Introduction Sports-related concussions (SRCs) are an increasingly recognized health problems and treatment options are scarce. We tested the hypothesis that immediate selective head-neck cooling shortens return-to-play (RTP) in concussed ice hockey players.
Material and Methods Over 5 seasons, 19 professional ice hockey teams were divided into 2 groups – intervention teams, where concussed players received selective head-neck cooling, and control teams using standard SRC management. Concussion was diagnosed by established criteria. A head-and-neck cooling cap- system, designed to reduce the brain temperature with a cold circulating coolant, was used. The cooling started acutely after SRC diagnosis and was used for ≥ 45 min. All players were subjected to a standardized graduated RTP protocol. Before RTP, SCAT baseline level and medical teams’ clearance should be reached. The main outcome measure was time until completing the graduated rehabilitation program and RTP.

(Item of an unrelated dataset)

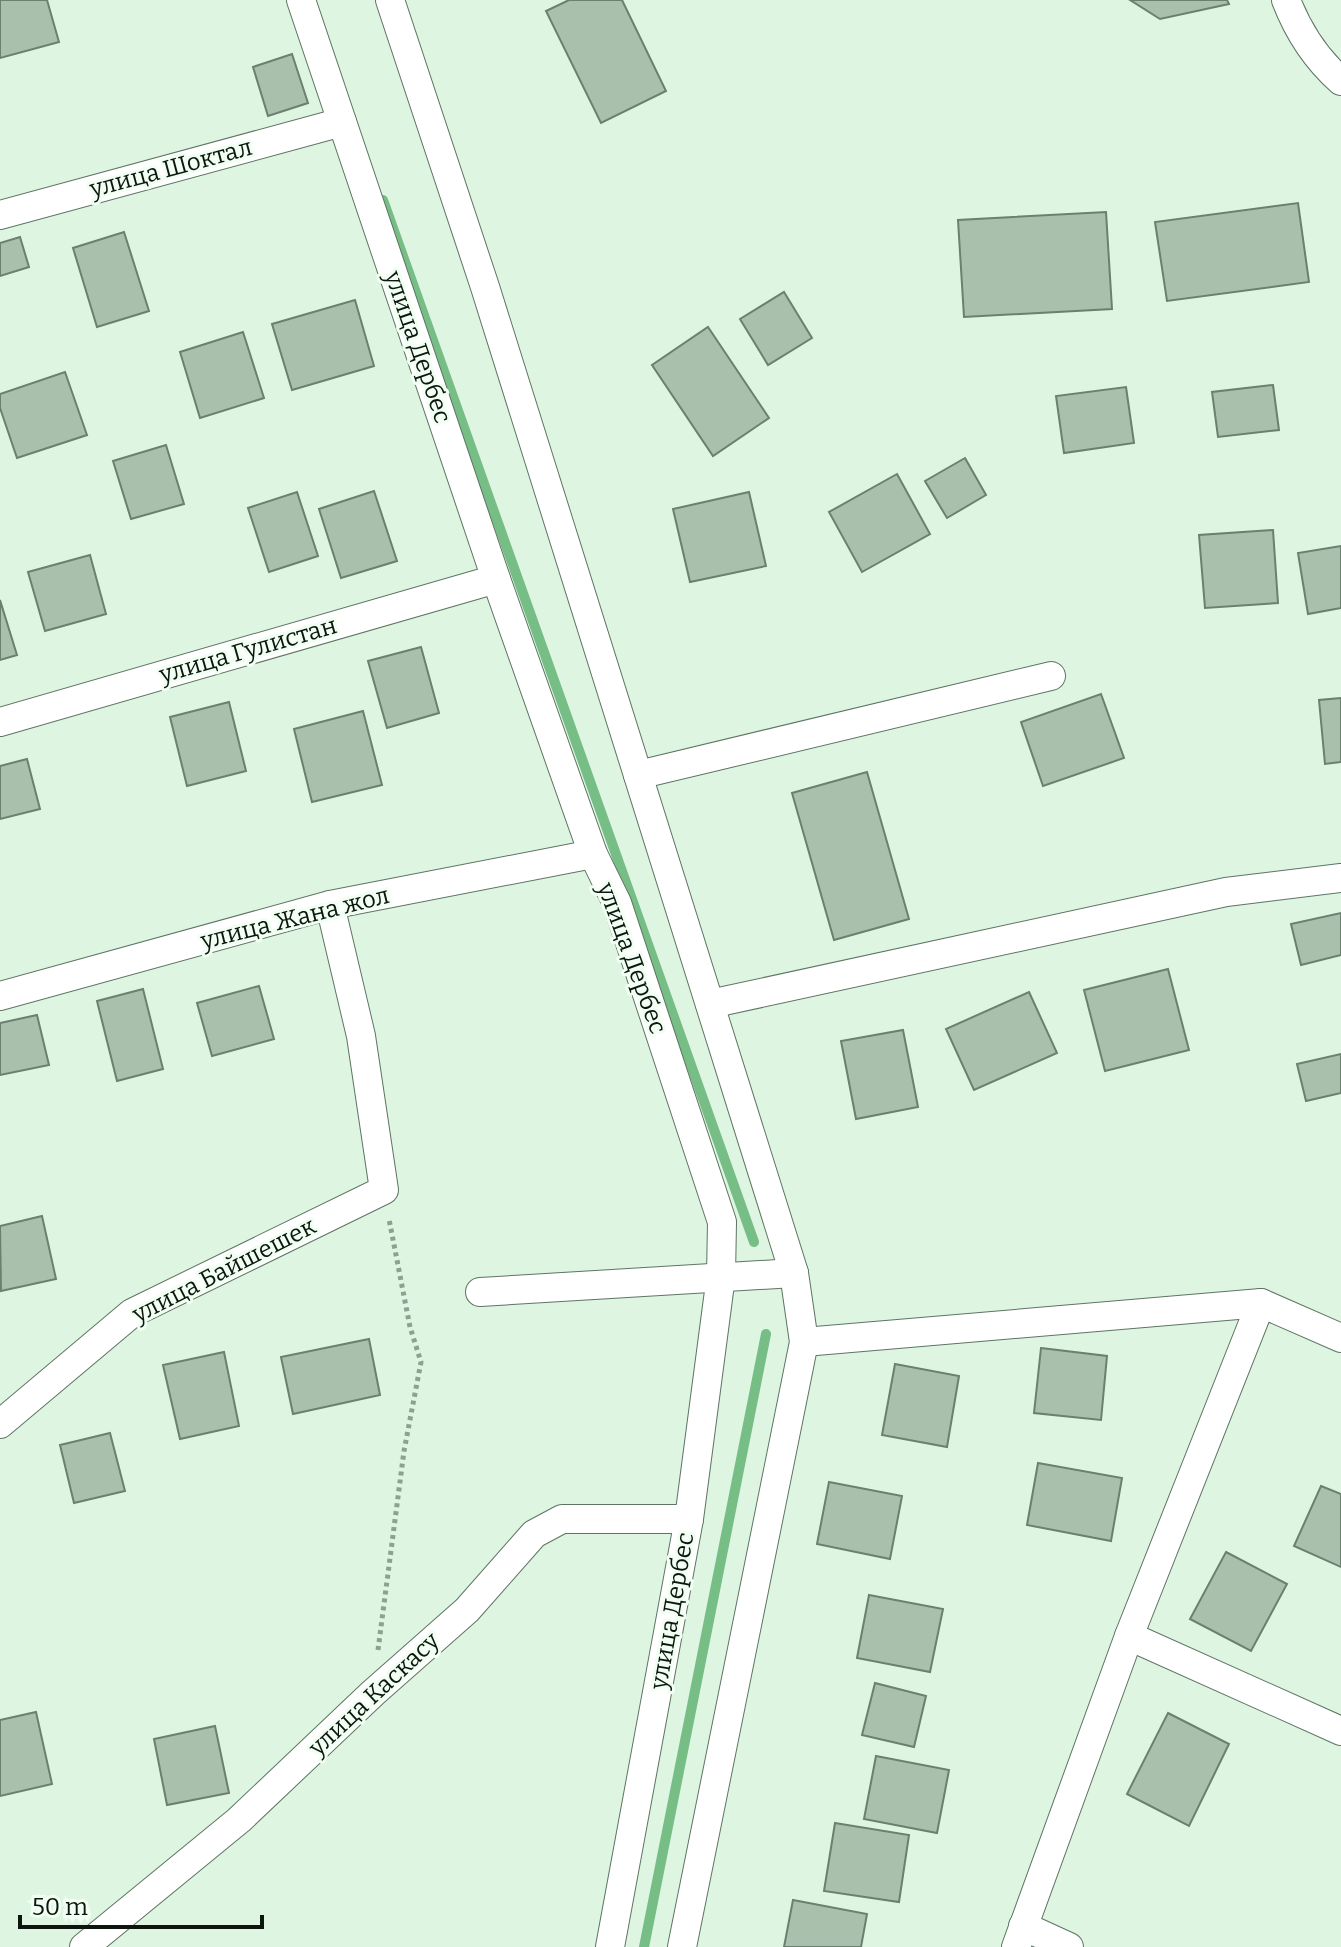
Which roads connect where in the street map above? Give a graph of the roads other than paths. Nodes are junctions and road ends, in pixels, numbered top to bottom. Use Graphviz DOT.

Results In the teams using cooling, 62 concussions were recorded, and 75 in the control teams. Median time to initiate cooling was 11 (range 5–30) minutes. The median time to RTP was 9 days in the cooling group, in controls 12 days (p<0.00001; 95% CI: -7.0; -1.99). In players receiving selective head-neck cooling, 94% (58/62) had an RTP ≤ 3 weeks and 100% had an RTP ≤ 56 days. In controls, 71% (53/75) had an RTP ≤ 3 weeks and 87% ≤ 56 days (p<0.001).
Conclusions Acute selective head- and neck cooling shortens RTP and reduces the risk of long-term absence from play in concussed ice hockey players.